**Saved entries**
'''

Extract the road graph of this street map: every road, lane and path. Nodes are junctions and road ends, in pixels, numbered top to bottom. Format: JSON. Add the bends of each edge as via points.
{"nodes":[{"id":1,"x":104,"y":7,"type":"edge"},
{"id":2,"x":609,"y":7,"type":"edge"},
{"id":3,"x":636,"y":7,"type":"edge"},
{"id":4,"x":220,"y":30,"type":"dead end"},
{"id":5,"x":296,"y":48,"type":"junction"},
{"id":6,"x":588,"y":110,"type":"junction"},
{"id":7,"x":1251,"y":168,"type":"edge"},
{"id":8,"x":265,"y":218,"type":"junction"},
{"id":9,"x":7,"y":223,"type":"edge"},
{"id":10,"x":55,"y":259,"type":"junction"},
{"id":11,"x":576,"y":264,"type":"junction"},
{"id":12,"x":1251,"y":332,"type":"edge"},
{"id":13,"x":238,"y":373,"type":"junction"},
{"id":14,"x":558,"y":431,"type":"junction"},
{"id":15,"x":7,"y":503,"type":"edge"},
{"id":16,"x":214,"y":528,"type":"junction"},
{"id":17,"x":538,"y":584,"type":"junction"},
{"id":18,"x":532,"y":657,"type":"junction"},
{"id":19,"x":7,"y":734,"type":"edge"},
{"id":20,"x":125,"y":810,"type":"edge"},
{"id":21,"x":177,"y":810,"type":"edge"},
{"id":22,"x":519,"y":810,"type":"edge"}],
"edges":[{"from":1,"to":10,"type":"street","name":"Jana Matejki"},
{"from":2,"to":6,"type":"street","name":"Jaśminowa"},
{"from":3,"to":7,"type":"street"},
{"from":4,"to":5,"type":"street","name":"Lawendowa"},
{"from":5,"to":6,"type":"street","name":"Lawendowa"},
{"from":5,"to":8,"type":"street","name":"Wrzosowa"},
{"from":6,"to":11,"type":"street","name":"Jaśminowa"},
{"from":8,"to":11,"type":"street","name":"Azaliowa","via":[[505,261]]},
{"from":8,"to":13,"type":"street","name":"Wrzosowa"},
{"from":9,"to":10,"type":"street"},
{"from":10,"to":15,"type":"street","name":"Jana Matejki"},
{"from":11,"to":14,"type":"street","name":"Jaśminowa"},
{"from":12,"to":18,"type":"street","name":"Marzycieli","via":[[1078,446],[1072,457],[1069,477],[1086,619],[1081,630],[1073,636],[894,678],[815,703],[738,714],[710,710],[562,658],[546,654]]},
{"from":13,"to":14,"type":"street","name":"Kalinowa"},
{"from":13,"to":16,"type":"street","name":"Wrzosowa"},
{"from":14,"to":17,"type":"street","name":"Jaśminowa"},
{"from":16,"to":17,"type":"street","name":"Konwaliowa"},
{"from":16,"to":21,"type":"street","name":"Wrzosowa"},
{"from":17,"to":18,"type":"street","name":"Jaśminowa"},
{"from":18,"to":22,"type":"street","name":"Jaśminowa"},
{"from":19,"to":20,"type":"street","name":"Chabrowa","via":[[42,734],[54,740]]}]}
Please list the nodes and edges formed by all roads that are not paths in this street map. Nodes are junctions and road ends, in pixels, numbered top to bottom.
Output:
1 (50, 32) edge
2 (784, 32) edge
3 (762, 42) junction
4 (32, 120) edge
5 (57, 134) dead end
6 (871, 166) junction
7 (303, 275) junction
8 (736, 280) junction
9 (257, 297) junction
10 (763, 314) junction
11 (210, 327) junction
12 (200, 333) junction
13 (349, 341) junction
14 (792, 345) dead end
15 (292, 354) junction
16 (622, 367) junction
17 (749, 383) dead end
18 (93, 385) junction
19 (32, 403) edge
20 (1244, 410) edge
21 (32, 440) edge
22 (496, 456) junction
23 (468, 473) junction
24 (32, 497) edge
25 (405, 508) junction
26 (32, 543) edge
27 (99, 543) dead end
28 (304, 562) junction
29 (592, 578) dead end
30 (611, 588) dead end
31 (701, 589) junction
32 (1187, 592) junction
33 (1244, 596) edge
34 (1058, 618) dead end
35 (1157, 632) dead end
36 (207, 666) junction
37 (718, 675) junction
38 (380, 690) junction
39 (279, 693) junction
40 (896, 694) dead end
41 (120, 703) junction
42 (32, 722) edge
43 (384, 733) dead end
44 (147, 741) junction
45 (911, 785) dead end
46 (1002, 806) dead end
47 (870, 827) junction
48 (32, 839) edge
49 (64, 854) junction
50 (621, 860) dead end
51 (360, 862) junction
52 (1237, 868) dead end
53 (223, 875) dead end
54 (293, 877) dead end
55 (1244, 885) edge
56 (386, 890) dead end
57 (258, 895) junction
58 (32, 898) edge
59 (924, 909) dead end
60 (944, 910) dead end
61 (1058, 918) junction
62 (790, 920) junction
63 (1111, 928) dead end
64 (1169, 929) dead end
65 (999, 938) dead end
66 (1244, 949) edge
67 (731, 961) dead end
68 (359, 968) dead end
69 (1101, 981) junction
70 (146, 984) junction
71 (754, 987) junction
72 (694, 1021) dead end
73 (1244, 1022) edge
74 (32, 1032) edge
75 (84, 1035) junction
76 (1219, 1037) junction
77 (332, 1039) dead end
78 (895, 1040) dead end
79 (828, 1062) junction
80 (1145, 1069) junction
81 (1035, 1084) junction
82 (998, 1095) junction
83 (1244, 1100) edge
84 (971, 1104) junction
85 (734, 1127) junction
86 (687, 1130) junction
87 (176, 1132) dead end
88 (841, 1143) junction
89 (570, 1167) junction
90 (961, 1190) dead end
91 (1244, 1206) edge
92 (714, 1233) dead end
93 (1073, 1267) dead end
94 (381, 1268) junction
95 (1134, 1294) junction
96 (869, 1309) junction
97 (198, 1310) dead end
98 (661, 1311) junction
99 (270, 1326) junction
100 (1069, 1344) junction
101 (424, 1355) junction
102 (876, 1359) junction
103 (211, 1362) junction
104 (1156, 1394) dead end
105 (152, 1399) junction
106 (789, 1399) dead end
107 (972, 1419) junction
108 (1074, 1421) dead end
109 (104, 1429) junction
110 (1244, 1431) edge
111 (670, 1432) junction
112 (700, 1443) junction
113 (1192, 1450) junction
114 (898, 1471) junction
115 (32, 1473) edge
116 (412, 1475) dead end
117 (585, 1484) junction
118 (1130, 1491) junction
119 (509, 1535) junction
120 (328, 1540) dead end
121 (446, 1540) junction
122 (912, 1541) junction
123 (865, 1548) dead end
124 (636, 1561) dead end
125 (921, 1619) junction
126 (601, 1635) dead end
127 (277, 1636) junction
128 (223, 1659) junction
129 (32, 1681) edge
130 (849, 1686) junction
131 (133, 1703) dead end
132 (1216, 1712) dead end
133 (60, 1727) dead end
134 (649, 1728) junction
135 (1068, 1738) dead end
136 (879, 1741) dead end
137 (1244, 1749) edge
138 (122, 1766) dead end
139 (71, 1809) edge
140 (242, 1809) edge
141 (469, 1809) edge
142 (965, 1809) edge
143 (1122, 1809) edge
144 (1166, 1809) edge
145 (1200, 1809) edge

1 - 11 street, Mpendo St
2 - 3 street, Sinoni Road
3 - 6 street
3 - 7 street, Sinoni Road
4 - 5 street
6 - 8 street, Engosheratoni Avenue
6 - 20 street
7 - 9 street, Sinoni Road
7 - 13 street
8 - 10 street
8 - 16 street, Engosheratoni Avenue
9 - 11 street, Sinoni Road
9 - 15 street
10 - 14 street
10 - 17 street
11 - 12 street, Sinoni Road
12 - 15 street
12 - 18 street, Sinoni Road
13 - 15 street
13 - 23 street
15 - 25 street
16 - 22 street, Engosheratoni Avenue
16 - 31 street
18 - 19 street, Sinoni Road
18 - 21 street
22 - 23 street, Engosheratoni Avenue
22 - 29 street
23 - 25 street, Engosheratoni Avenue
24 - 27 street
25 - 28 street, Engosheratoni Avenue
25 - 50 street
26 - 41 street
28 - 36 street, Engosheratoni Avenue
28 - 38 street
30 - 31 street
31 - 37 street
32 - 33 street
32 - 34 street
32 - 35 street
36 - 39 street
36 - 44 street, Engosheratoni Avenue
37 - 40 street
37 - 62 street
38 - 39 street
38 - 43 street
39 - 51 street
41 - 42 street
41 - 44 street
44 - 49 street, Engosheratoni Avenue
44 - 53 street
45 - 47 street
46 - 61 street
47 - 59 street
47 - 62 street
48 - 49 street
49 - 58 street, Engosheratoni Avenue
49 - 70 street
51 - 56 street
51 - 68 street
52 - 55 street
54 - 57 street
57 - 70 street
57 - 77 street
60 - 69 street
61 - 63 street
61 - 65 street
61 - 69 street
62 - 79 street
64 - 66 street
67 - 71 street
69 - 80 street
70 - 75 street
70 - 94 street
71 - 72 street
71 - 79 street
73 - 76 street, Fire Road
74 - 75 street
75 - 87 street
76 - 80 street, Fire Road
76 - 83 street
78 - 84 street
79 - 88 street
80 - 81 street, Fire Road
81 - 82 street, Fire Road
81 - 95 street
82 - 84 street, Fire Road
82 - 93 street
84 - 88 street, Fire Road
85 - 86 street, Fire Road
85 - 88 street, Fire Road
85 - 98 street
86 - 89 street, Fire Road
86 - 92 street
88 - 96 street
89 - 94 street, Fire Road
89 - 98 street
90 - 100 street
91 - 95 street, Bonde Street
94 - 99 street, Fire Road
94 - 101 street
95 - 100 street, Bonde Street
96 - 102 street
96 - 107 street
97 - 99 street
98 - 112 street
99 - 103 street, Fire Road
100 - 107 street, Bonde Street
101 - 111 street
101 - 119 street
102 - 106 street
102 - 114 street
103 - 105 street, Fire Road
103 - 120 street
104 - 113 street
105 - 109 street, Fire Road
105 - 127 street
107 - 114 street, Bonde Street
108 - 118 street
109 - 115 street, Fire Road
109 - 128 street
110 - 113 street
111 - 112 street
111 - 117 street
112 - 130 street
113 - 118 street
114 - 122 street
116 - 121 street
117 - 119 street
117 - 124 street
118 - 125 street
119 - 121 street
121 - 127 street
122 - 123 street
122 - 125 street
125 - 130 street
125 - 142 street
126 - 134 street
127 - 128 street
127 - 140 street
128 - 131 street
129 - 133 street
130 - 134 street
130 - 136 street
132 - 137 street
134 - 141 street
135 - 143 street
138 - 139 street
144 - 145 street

'''

**What to produce**
From the entries above, show each line that includes the string "edges".

**Solution for this task**
"edges":[{"from":1,"to":10,"type":"street","name":"Jana Matejki"},
Please list the nodes and edges formed by all roads that are not paths in this street map. Nodes are junctions and road ends, in pixels, numbered top to bottom.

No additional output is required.